◆ Raw data:
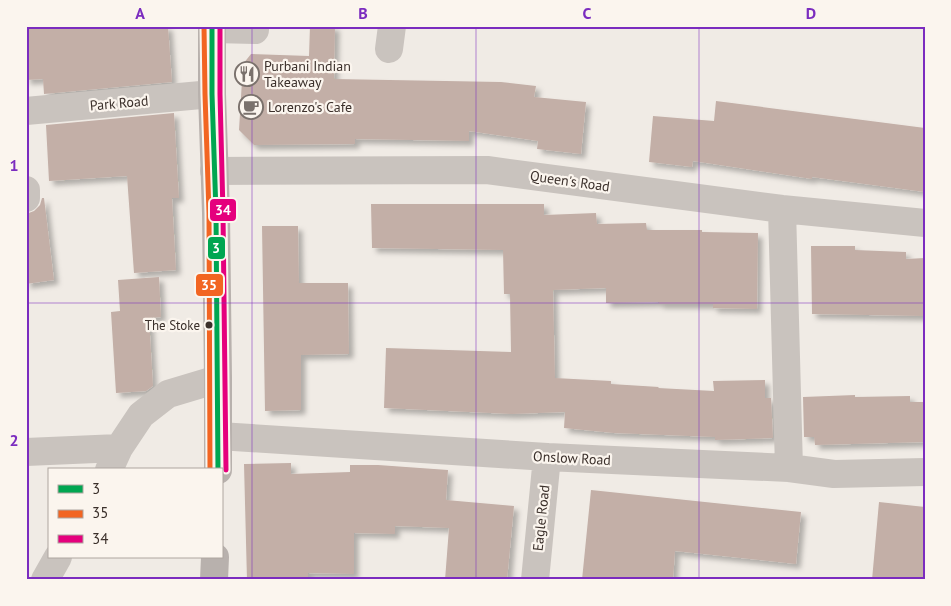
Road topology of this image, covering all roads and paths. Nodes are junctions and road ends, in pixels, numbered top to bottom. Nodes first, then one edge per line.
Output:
1 (255, 26) edge
2 (212, 28) edge
3 (212, 94) junction
4 (26, 111) edge
5 (214, 171) junction
6 (26, 190) edge
7 (26, 198) edge
8 (782, 210) junction
9 (925, 223) edge
10 (218, 379) junction
11 (219, 436) junction
12 (26, 452) edge
13 (547, 457) junction
14 (114, 459) edge
15 (218, 468) edge
16 (789, 468) junction
17 (925, 472) edge
18 (57, 558) edge
19 (215, 558) edge
20 (45, 580) edge
21 (214, 580) edge
22 (535, 580) edge

1 - 2 street
2 - 3 main road
3 - 4 street, Park Road
3 - 5 main road
5 - 8 street, Queen's Road
5 - 10 main road
6 - 7 street
8 - 9 street, Queen's Road
8 - 16 street
10 - 11 main road
10 - 14 street
11 - 13 street, Onslow Road
11 - 15 main road
12 - 14 street
13 - 16 street, Onslow Road
13 - 22 street, Eagle Road
16 - 17 street, Onslow Road
18 - 20 street
19 - 21 main road

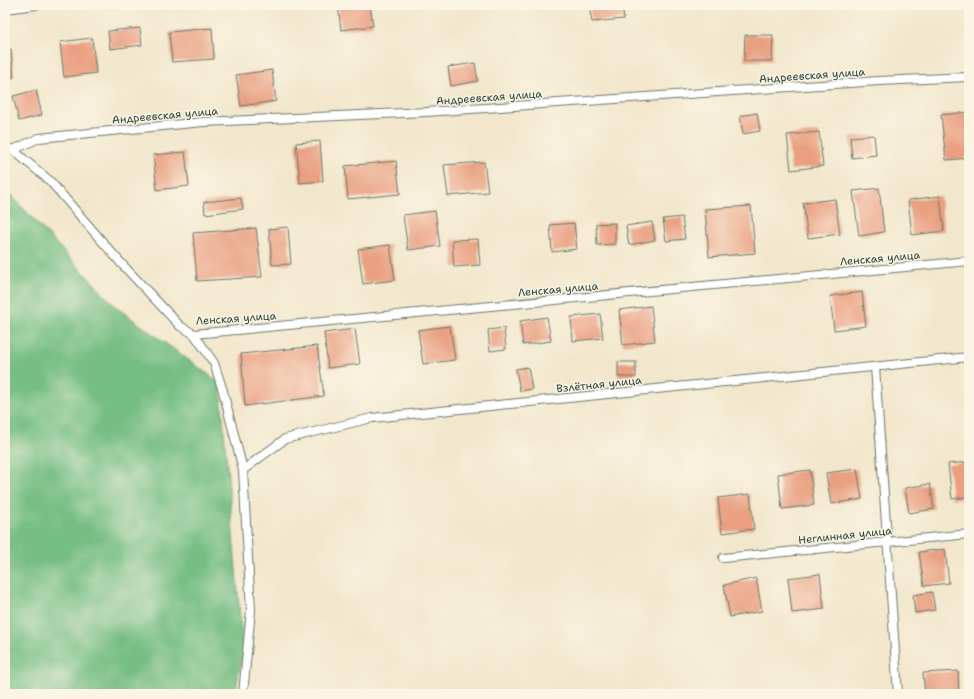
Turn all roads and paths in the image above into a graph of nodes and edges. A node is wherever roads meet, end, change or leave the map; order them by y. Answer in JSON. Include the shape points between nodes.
{"nodes":[{"id":1,"x":36,"y":5,"type":"edge"},
{"id":2,"x":5,"y":9,"type":"edge"},
{"id":3,"x":969,"y":77,"type":"edge"},
{"id":4,"x":5,"y":147,"type":"edge"},
{"id":5,"x":13,"y":150,"type":"junction"},
{"id":6,"x":969,"y":261,"type":"edge"},
{"id":7,"x":194,"y":334,"type":"junction"},
{"id":8,"x":969,"y":357,"type":"edge"},
{"id":9,"x":875,"y":367,"type":"junction"},
{"id":10,"x":243,"y":470,"type":"junction"},
{"id":11,"x":969,"y":534,"type":"edge"},
{"id":12,"x":888,"y":542,"type":"junction"},
{"id":13,"x":723,"y":558,"type":"dead end"},
{"id":14,"x":243,"y":694,"type":"edge"},
{"id":15,"x":898,"y":694,"type":"edge"}],
"edges":[{"from":1,"to":2,"type":"lane"},
{"from":3,"to":5,"type":"lane","name":"Андреевская улица","via":[[426,112],[203,122],[39,138]]},
{"from":4,"to":5,"type":"lane","name":"Ленская улица"},
{"from":5,"to":7,"type":"lane","name":"Ленская улица","via":[[50,181],[180,326]]},
{"from":6,"to":7,"type":"lane","name":"Ленская улица"},
{"from":7,"to":10,"type":"lane","via":[[214,363]]},
{"from":8,"to":9,"type":"lane","name":"Взлётная улица"},
{"from":9,"to":10,"type":"lane","name":"Взлётная улица","via":[[372,418],[285,440]]},
{"from":9,"to":12,"type":"lane"},
{"from":10,"to":14,"type":"lane","via":[[251,610]]},
{"from":11,"to":12,"type":"lane","name":"Неглинная улица"},
{"from":12,"to":13,"type":"lane","name":"Неглинная улица"},
{"from":12,"to":15,"type":"lane"}]}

◆ What the task asks: All of the material goes into the answer exactly as it stands, except for the pictures.

◆ Answer box:
Road topology of this image, covering all roads and paths. Nodes are junctions and road ends, in pixels, numbered top to bottom. Nodes first, then one edge per line.
Output:
1 (255, 26) edge
2 (212, 28) edge
3 (212, 94) junction
4 (26, 111) edge
5 (214, 171) junction
6 (26, 190) edge
7 (26, 198) edge
8 (782, 210) junction
9 (925, 223) edge
10 (218, 379) junction
11 (219, 436) junction
12 (26, 452) edge
13 (547, 457) junction
14 (114, 459) edge
15 (218, 468) edge
16 (789, 468) junction
17 (925, 472) edge
18 (57, 558) edge
19 (215, 558) edge
20 (45, 580) edge
21 (214, 580) edge
22 (535, 580) edge

1 - 2 street
2 - 3 main road
3 - 4 street, Park Road
3 - 5 main road
5 - 8 street, Queen's Road
5 - 10 main road
6 - 7 street
8 - 9 street, Queen's Road
8 - 16 street
10 - 11 main road
10 - 14 street
11 - 13 street, Onslow Road
11 - 15 main road
12 - 14 street
13 - 16 street, Onslow Road
13 - 22 street, Eagle Road
16 - 17 street, Onslow Road
18 - 20 street
19 - 21 main road

Turn all roads and paths in the image above into a graph of nodes and edges. A node is wherever roads meet, end, change or leave the map; order them by y. Answer in JSON. Include the shape points between nodes.
{"nodes":[{"id":1,"x":36,"y":5,"type":"edge"},
{"id":2,"x":5,"y":9,"type":"edge"},
{"id":3,"x":969,"y":77,"type":"edge"},
{"id":4,"x":5,"y":147,"type":"edge"},
{"id":5,"x":13,"y":150,"type":"junction"},
{"id":6,"x":969,"y":261,"type":"edge"},
{"id":7,"x":194,"y":334,"type":"junction"},
{"id":8,"x":969,"y":357,"type":"edge"},
{"id":9,"x":875,"y":367,"type":"junction"},
{"id":10,"x":243,"y":470,"type":"junction"},
{"id":11,"x":969,"y":534,"type":"edge"},
{"id":12,"x":888,"y":542,"type":"junction"},
{"id":13,"x":723,"y":558,"type":"dead end"},
{"id":14,"x":243,"y":694,"type":"edge"},
{"id":15,"x":898,"y":694,"type":"edge"}],
"edges":[{"from":1,"to":2,"type":"lane"},
{"from":3,"to":5,"type":"lane","name":"Андреевская улица","via":[[426,112],[203,122],[39,138]]},
{"from":4,"to":5,"type":"lane","name":"Ленская улица"},
{"from":5,"to":7,"type":"lane","name":"Ленская улица","via":[[50,181],[180,326]]},
{"from":6,"to":7,"type":"lane","name":"Ленская улица"},
{"from":7,"to":10,"type":"lane","via":[[214,363]]},
{"from":8,"to":9,"type":"lane","name":"Взлётная улица"},
{"from":9,"to":10,"type":"lane","name":"Взлётная улица","via":[[372,418],[285,440]]},
{"from":9,"to":12,"type":"lane"},
{"from":10,"to":14,"type":"lane","via":[[251,610]]},
{"from":11,"to":12,"type":"lane","name":"Неглинная улица"},
{"from":12,"to":13,"type":"lane","name":"Неглинная улица"},
{"from":12,"to":15,"type":"lane"}]}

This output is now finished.